(Stored items from a collection)
────────────────────
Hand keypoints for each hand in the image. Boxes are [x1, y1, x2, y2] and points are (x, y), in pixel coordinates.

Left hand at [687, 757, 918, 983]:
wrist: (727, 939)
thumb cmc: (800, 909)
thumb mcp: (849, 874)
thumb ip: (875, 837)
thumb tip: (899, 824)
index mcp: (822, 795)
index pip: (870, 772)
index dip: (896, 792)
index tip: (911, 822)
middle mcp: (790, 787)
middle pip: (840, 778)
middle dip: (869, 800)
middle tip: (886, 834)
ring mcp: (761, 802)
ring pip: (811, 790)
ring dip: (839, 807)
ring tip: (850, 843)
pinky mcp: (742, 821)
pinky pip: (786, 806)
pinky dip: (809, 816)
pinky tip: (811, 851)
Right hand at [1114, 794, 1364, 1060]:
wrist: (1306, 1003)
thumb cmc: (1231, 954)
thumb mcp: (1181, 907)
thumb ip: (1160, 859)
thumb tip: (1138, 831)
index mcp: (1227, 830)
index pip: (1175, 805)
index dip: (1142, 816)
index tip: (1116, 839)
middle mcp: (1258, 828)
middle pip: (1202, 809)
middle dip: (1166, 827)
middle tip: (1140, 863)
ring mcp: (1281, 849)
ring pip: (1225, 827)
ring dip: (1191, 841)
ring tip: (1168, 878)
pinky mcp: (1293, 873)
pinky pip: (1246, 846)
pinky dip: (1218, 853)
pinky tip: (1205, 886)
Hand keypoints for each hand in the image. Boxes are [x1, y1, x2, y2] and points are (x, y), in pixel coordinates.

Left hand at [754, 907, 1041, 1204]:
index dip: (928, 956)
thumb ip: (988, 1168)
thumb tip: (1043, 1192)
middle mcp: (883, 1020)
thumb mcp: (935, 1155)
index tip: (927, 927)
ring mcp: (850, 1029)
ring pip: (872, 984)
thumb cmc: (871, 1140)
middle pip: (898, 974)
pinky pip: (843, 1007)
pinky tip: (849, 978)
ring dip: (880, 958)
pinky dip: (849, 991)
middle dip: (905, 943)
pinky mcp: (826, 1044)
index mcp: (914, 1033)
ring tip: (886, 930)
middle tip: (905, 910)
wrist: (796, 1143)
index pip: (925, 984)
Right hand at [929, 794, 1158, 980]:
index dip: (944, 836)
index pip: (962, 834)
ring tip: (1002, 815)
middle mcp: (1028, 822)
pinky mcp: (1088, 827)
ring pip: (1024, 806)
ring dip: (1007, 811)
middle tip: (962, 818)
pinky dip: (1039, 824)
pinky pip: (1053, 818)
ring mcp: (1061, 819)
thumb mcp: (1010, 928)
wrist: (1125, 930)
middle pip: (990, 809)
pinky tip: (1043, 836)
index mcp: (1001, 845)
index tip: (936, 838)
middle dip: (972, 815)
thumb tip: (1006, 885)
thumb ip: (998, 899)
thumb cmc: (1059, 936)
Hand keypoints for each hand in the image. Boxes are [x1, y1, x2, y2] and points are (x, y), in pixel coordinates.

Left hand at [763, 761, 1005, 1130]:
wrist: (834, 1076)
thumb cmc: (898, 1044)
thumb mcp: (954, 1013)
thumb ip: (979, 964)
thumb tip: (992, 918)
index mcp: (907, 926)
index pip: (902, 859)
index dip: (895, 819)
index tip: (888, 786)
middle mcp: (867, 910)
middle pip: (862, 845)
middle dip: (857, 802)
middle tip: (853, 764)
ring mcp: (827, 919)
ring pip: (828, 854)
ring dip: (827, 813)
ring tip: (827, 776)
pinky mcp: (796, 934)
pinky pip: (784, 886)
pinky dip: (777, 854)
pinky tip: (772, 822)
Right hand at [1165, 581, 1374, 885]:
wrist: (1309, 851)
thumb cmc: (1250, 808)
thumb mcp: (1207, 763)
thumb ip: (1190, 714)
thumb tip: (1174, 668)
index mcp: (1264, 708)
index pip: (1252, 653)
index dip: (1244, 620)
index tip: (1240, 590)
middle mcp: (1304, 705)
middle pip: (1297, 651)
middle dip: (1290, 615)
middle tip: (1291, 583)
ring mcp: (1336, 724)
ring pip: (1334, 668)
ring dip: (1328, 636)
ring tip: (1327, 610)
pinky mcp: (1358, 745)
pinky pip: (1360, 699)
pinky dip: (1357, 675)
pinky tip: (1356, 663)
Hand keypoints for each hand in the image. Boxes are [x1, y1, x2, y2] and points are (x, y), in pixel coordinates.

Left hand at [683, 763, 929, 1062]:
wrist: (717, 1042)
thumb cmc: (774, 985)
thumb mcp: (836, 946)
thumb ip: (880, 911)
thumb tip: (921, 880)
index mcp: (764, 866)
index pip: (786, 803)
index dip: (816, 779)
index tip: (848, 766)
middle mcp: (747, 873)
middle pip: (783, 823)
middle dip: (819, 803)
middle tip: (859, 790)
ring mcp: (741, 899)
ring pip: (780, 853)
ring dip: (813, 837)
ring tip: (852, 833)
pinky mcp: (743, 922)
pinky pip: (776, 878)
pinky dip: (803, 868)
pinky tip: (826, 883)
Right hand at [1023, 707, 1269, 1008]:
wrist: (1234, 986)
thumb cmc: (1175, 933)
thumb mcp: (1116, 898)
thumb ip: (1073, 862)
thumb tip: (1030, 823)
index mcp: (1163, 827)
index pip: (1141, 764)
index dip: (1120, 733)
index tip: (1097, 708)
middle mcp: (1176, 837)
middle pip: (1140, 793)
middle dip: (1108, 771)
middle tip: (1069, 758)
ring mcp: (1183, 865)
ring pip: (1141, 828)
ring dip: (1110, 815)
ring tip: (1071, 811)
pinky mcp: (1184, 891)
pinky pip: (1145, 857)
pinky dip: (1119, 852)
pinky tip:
────────────────────
### Task goal
Each of the records above is to be reproduced word for word.

### Written solution
Hand keypoints for each hand in the image. Boxes are [x1, y1, x2, y2] and points are (x, y), in pixel coordinates.

Left hand at [687, 757, 918, 983]:
wrist: (727, 939)
thumb cmc: (800, 909)
thumb mcp: (849, 874)
thumb ip: (875, 837)
thumb tip: (899, 824)
index mcp: (822, 795)
index pip: (870, 772)
index dip: (896, 792)
index tip: (911, 822)
middle mcp: (790, 787)
middle pip: (840, 778)
middle dip: (869, 800)
middle tip: (886, 834)
ring mcp: (761, 802)
ring pip: (811, 790)
ring dip: (839, 807)
ring tip: (850, 843)
pinky mcp: (742, 821)
pinky pip: (786, 806)
pinky dip: (809, 816)
pinky tip: (811, 851)
Right hand at [1114, 794, 1364, 1060]:
wrist: (1306, 1003)
thumb cmc: (1231, 954)
thumb mcp: (1181, 907)
thumb ip: (1160, 859)
thumb tip: (1138, 831)
index mcp: (1227, 830)
index pip: (1175, 805)
index dip: (1142, 816)
index tip: (1116, 839)
middle mcp: (1258, 828)
middle pip: (1202, 809)
middle dip: (1166, 827)
middle tip: (1140, 863)
ring mcp: (1281, 849)
ring pip: (1225, 827)
ring dip: (1191, 841)
ring tip: (1168, 878)
pinky mcp: (1293, 873)
pinky pip: (1246, 846)
pinky dip: (1218, 853)
pinky tip: (1205, 886)
Hand keypoints for each hand in the image. Boxes are [x1, y1, x2, y2] and points are (x, y), in pixel coordinates.

Left hand at [754, 907, 1041, 1204]:
index dip: (928, 956)
thumb ip: (988, 1168)
thumb tip: (1043, 1192)
middle mcp: (883, 1020)
thumb mcp: (935, 1155)
index tip: (927, 927)
ring mcp: (850, 1029)
ring pip: (872, 984)
thumb cmc: (871, 1140)
middle pip: (898, 974)
pinky pip: (843, 1007)
pinky tip: (849, 978)
ring dip: (880, 958)
pinky dip: (849, 991)
middle dip: (905, 943)
pinky mcp: (826, 1044)
index mcp: (914, 1033)
ring tip: (886, 930)
middle tip: (905, 910)
wrist: (796, 1143)
index pip: (925, 984)
Right hand at [929, 794, 1158, 980]:
index dip: (944, 836)
index pip: (962, 834)
ring tip: (1002, 815)
middle mcp: (1028, 822)
pinky mcp: (1088, 827)
ring pip: (1024, 806)
ring dip: (1007, 811)
middle tip: (962, 818)
pinky dip: (1039, 824)
pinky pip: (1053, 818)
ring mcp: (1061, 819)
thumb mcp: (1010, 928)
wrist: (1125, 930)
middle pip: (990, 809)
pinky tip: (1043, 836)
index mcp: (1001, 845)
index tip: (936, 838)
middle dip: (972, 815)
thumb tip: (1006, 885)
thumb ip: (998, 899)
thumb cmc: (1059, 936)
Hand keypoints for each hand in the image. Boxes are [x1, y1, x2, y2] and points are (x, y), in pixel coordinates.

Left hand at [763, 761, 1005, 1130]:
wrist: (834, 1076)
thumb cmc: (898, 1044)
thumb mcp: (954, 1013)
thumb ip: (979, 964)
thumb tip: (992, 918)
index mcp: (907, 926)
index pip: (902, 859)
index dip: (895, 819)
index tip: (888, 786)
middle mcp: (867, 910)
middle pip: (862, 845)
middle dip: (857, 802)
middle tip: (853, 764)
ring mcp: (827, 919)
ring pip: (828, 854)
ring dip: (827, 813)
ring tip: (827, 776)
pinky mcp: (796, 934)
pinky pip: (784, 886)
pinky dip: (777, 854)
pinky tip: (772, 822)
Right hand at [1165, 581, 1374, 885]:
wrist: (1309, 851)
thumb cmc: (1250, 808)
thumb mcp: (1207, 763)
thumb ip: (1190, 714)
thumb tip: (1174, 668)
index mcp: (1264, 708)
index pip: (1252, 653)
index dip: (1244, 620)
index tip: (1240, 590)
middle mcp: (1304, 705)
middle pip: (1297, 651)
middle dip: (1290, 615)
middle tip: (1291, 583)
ring mcp: (1336, 724)
ring pip: (1334, 668)
ring dip: (1328, 636)
ring tip: (1327, 610)
pinky mcp: (1358, 745)
pinky pip: (1360, 699)
pinky dip: (1357, 675)
pinky tip: (1356, 663)
Hand keypoints for each hand in the image. Boxes are [x1, y1, x2, y2] and points are (x, y), in pixel coordinates.

Left hand at [683, 763, 929, 1062]:
wrist: (717, 1042)
thumb cmc: (774, 985)
thumb mcp: (836, 946)
thumb ip: (880, 911)
thumb tip: (921, 880)
index mcp: (764, 866)
index pip: (786, 803)
index dip: (816, 779)
index tip: (848, 766)
middle mcp: (747, 873)
middle pip: (783, 823)
middle dip: (819, 803)
middle tip: (859, 790)
ring mcp: (741, 899)
ring pip: (780, 853)
ring dip: (813, 837)
ring tip: (852, 833)
pinky mcp: (743, 922)
pinky pip: (776, 878)
pinky dip: (803, 868)
pinky tip: (826, 883)
Right hand at [1023, 707, 1269, 1008]:
wrist: (1234, 986)
thumb cmc: (1175, 933)
thumb mcp: (1116, 898)
thumb ip: (1073, 862)
thumb tip: (1030, 823)
index mcp: (1163, 827)
index pip: (1141, 764)
index dip: (1120, 733)
index tip: (1097, 708)
middle mcp: (1176, 837)
middle pip: (1140, 793)
middle dip: (1108, 771)
middle tip: (1069, 758)
ring mcp: (1183, 865)
ring pip: (1141, 828)
ring dip: (1110, 815)
ring tip: (1071, 811)
pinky mcp: (1184, 891)
pinky pip: (1145, 857)
pinky dip: (1119, 852)
pinky tip:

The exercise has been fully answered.